Re: AW: ANN: LOD Cloud - Statistics and compliance with best practices from Denny Vrandecic on 2010-10-22 (semantic-web@w3.org from October 2010)

From: Denny Vrandecic <denny.vrandecic@kit.edu>
Date: Thu, 21 Oct 2010 23:43:53 -0700
To: Martin Hepp <martin.hepp@ebusiness-unibw.org>
Cc: Kingsley Idehen <kidehen@openlinksw.com>, public-lod <public-lod@w3.org>, Enrico Motta <e.motta@open.ac.uk>, Chris Bizer <chris@bizer.de>, Thomas Steiner <tsteiner@google.com>, Semantic Web <semantic-web@w3.org>, Anja Jentzsch <anja@anjeve.de>, semanticweb <semanticweb@yahoogroups.com>, Giovanni Tummarello <giovanni.tummarello@deri.org>, Mathieu d'Aquin <m.daquin@open.ac.uk>
Message-Id: <3E87ED8F-900D-4FC7-B369-68921E105479@kit.edu>
I usually dislike to comment on such discussions, as I don't find them particularly productive,  but 1) since the number of people pointing me to this thread is growing, 2) it contains some wrong statements, and 3) I feel that this thread has been hijacked from a topic that I consider productive and important, I hope you won't mind me giving a comment. I wanted to keep it brief, but I failed.

Let's start with the wrong statements:

First, although I take responsibility as a co-creator for Linked Open Numbers, I surely cannot take full credit for it. The dataset was a shared effort by a number of people in Karlsruhe over a few days, and thus calling the whole thing "Denny's numbers dataset" is simply wrong due to the effort spent by my colleagues on it.

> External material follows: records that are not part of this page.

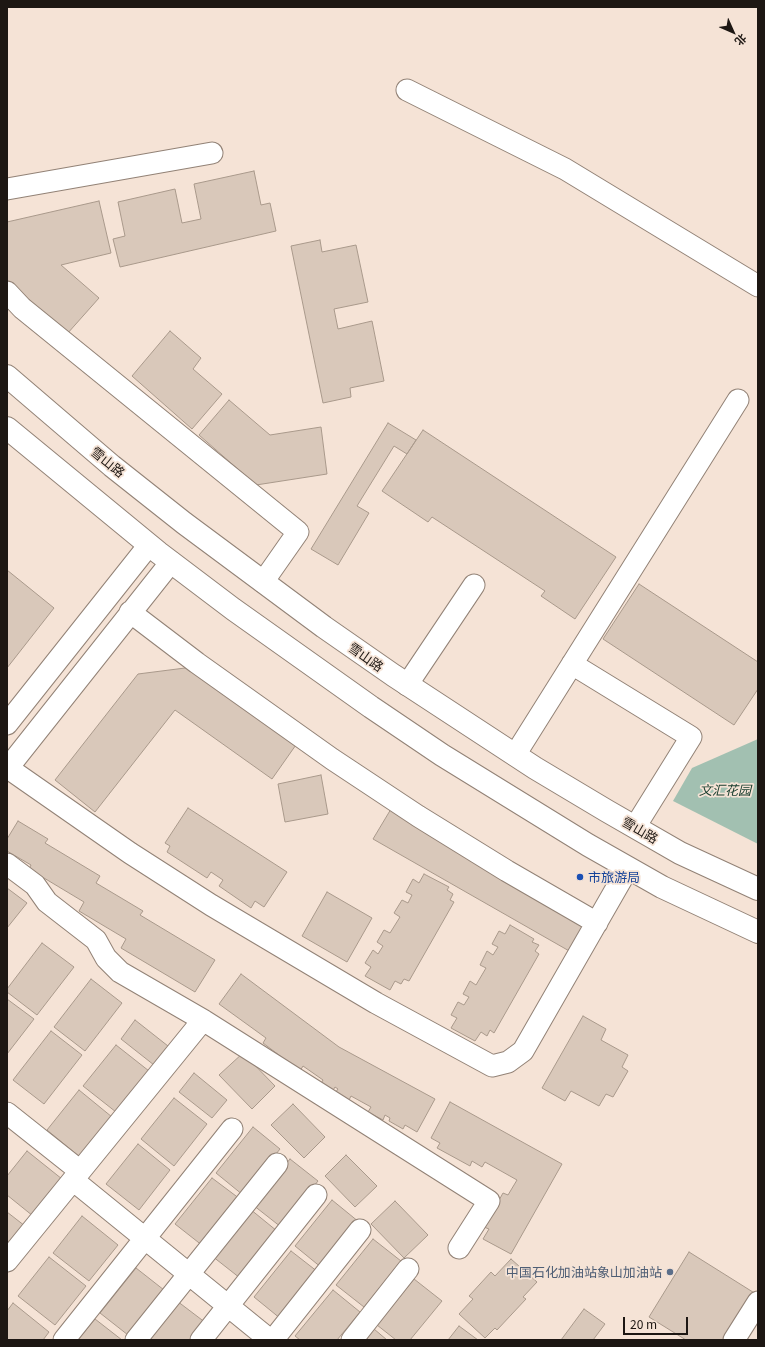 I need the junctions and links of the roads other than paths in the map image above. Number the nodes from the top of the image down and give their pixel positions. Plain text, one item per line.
1 (407, 90) dead end
2 (212, 153) dead end
3 (7, 189) edge
4 (758, 286) edge
5 (7, 292) edge
6 (7, 376) edge
7 (738, 400) dead end
8 (7, 428) edge
9 (149, 545) junction
10 (170, 562) junction
11 (262, 582) junction
12 (474, 585) dead end
13 (130, 612) junction
14 (572, 664) junction
15 (407, 685) junction
16 (7, 724) edge
17 (515, 755) junction
18 (7, 768) edge
19 (636, 827) junction
20 (7, 864) edge
21 (628, 868) junction
22 (758, 889) edge
23 (597, 923) junction
24 (758, 932) edge
25 (203, 1020) junction
26 (7, 1113) edge
27 (232, 1129) dead end
28 (277, 1164) dead end
29 (77, 1175) junction
30 (316, 1195) dead end
31 (360, 1230) dead end
32 (145, 1238) junction
33 (459, 1248) dead end
34 (7, 1262) edge
35 (408, 1269) dead end
36 (189, 1274) junction
37 (758, 1302) edge
38 (228, 1306) junction
39 (64, 1340) edge
40 (136, 1340) edge
41 (201, 1340) edge
42 (270, 1340) edge
43 (273, 1340) edge
44 (352, 1340) edge
45 (734, 1340) edge

1 - 4 street
2 - 3 street
5 - 11 street
6 - 11 main road, 雪山路
7 - 14 street
8 - 9 main road
9 - 10 main road
9 - 16 street
10 - 13 street
10 - 21 main road
11 - 15 main road, 雪山路
12 - 15 street
13 - 18 street
13 - 23 street
14 - 17 street
14 - 19 street
15 - 17 main road, 雪山路
17 - 19 main road, 雪山路
18 - 23 street
19 - 22 main road, 雪山路
20 - 25 street
21 - 23 street
21 - 24 main road
25 - 29 street
25 - 33 street
26 - 29 street
27 - 32 street
28 - 36 street
29 - 32 street
29 - 34 street
30 - 38 street
31 - 43 street
32 - 36 street
32 - 39 street
35 - 44 street
36 - 38 street
36 - 40 street
37 - 45 street
38 - 41 street
38 - 42 street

It is fine to call it "Karlsruhe's numbers dataset" or simply Linked Open Numbers, but providing me with the sole attribution is too much of an honor.

Second, although it is claimed that Linked Open Numbers are "by design and known to everybody in the core community, not data but noise", being one of the co-designers of the system I have to disagree. It is "noise by design". One of my motivations for LON was to raise a few points for discussion, and at the same time provide with a dataset fully adhering to Linked Open Data principles. We were obviously able to get the first goal right, and we didn't do too bad on the second, even though we got an interesting list of bugs by Richard Cyganiak, which, pitily, we still did not fix. I am very sorry for that. But, to make the point very clear again, this dataset was designed to follow LOD principles as good as possible, to be correct, and to have an implementation that is so simple that we are usually up, so anyone can use LON as a testing ground. Due to a number of mails and personal communications I know that LON has been used in that sense, and some developers even found it useful for other features, like our provision of number names in several languages. So, what is called "noise by design" here, is actually an actively used dataset, that managed to raise, as we have hoped, discussions about the point of counting triples, was a factor in the discussion about literals as subjects, made us rethink the notion of "semantics" and computational properties of RDF entities in a different way, and is involved in the discussion about quality of LOD. With respect to that, in my opinion, LON has achieved and exceeded its expectations, but I understand anyone who disagrees. Besides that, it was, and is, huge fun.

Now to some topics of the discussion:

On the issue of the LOD cloud diagram. I want to express my gratitude to all the people involved, for the effort they voluntarily put in its development and maintenance. I find it especially great, that it is becoming increasingly transparent how the diagram is created and how the datasets are selected. Chris has refered to a set of conditions that are expected for inclusion, and before the creation of the newest iteration there was an explicit call on this mailing list to gather more information. I can only echo the sentiment that if someone is unhappy with that diagram, they are free to create their own and put it online. The data is available, the SVG is available and editable, and they use licenses that allow the modification and republishing.

Enrico is right that a system like Watson (or Sindice), that automatically gathers datasets from the Web instead of using a manually submitted and managed catalog, will probably turn out to be the better approach. Watson used to have an overview with statistics on its current content, and I really loved that overview, but this feature has been disabled since a few months. If it was available, especially in any graphical format that can be easily reused in slides -- for example, graphs on the growth of number of triples, datasets, etc., graphs on the change of cohesion, vocabulary reuse, etc. over time, within the Watson corpus -- I have no doubts that such graphs and data would be widely reused, and would in many instances replace the current usage of the cloud diagram. (I am furthermore curious about Enrico's statement that the Semantic Web =/= Linked Open Data and wonder about what he means here, but that is a completely different thread).

Finally, to what I consider most important in this thread:

I also find it a shame, that this thread has been hijacked, especially since the original topic was so interesting. The original email by Anja was not about the LOD cloud, but rather about -- as the title of the thread still suggests -- the compliance of LOD with some best practices. Instead of the question "is X in the diagram", I would much rather see a discussion on "are the selected quality criteria good criteria? why are some of them so little followed? how can we improve the situation?" Anja has pointed to a wealth of openly available numbers (no pun intended), that have not been discussed at all. For example, only 7.5% of the data source provide a mapping of "proprietary vocabulary terms" to "other vocabulary terms". For anyone building applications to work with LOD, this is a real problem.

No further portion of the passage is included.